The Law Society has launched its meet-the-members roadshow in the full knowledge that as a professional body it will “never be deeply loved” (The Lawyer 7 June).
The aim of the public relations offensive is to give solicitors a chance to make their views known and for the society to explain its role and the services it offers.
A programme of 16 meetings is being held across the country to ensure that every member has a chance to meet the president or vice president.
The first formal link-up with the profession will be staged in January in the south west, followed by shows in the Thames Valley and South Wales.
The initiative is in response to the damning findings of a survey of high street firms. The survey painted a picture of low morale and disillusionment with the society among its members. But it also revealed that many solicitors are unaware of the services on offer.

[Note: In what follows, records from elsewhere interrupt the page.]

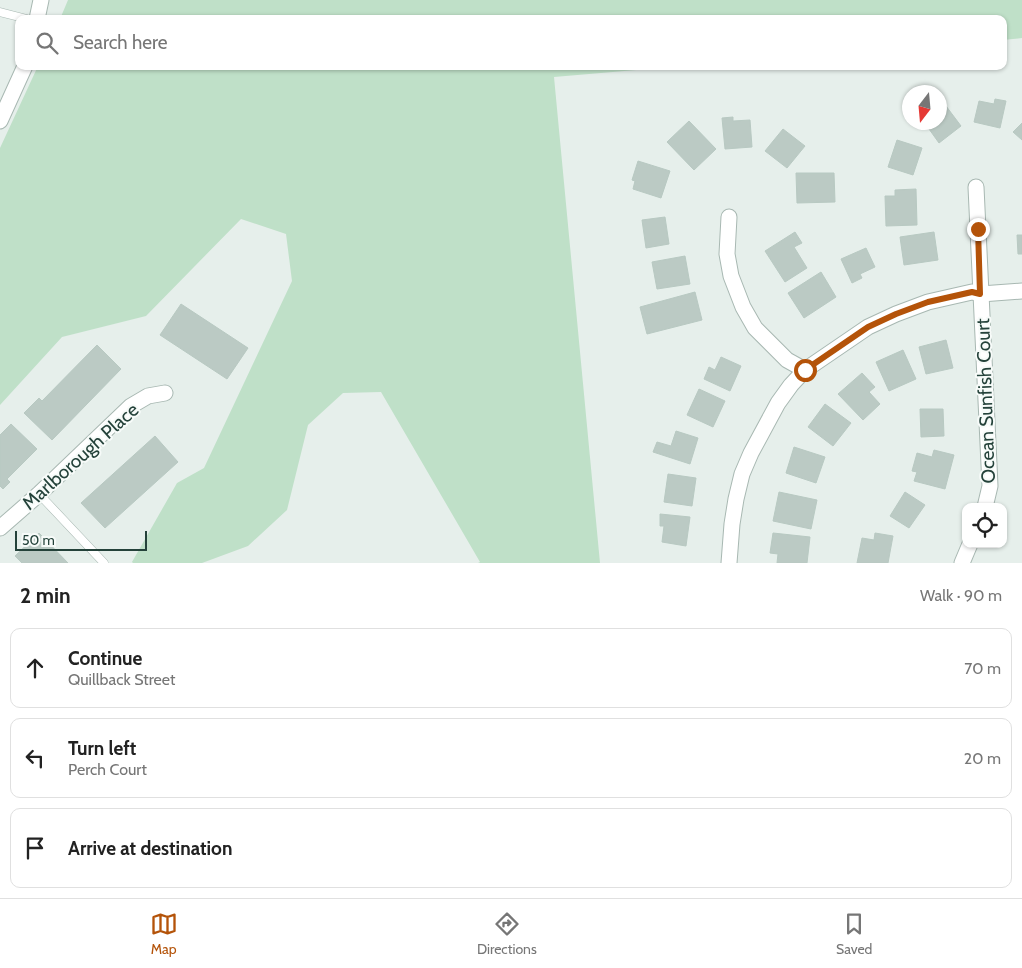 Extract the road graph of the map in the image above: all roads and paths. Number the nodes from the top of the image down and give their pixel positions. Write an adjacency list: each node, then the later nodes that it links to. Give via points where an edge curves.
1 (42, 0): 3 (street)
2 (0, 12): 4 (lane)
3 (38, 15)
4 (15, 16)
5 (23, 70): 6 (street)
6 (0, 122)
7 (976, 187): 10 (street, Ocean Sunfish Court)
8 (730, 217): 11 (street, via 727,254 742,307 755,328 787,360)
9 (1022, 292): 10 (street)
10 (980, 294): 11 (street, via 972,292 928,302 896,314 868,327); 14 (street, Ocean Sunfish Court, via 990,486)
11 (805, 370): 18 (street, via 778,403 750,453 736,499)
12 (165, 393): 13 (street, Marlborough Place, via 148,396 131,406)
13 (39, 494): 15 (street, Marlborough Place); 17 (lane)
14 (986, 503)
15 (0, 528)
16 (968, 548): 19 (street)
17 (104, 563)
18 (729, 563)
19 (962, 563)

“It is depressing to be condemned for not providing adequate services when there appears to be such widespread ignorance about what the Law Society can do,” says deputy vice president Henry Hodge.
But he adds that some members still regard the society as a purely regulatory body and that culture dictates that the society is unlikely “ever to be deeply-loved by its members”.
Hodge has been appointed as a “champion” for high street firms for two years as part of the programme of support.
Other initiatives include a review of communication with the profession after solicitors complained they felt bombarded with letters from their governing body.
The society is also looking at ways of mitigating the effects of extra pressures on the profession. Increases in the cost of practising certificates are to be limited to the rate of inflation and a study to see if the society could cost the financial impact of any new regulation.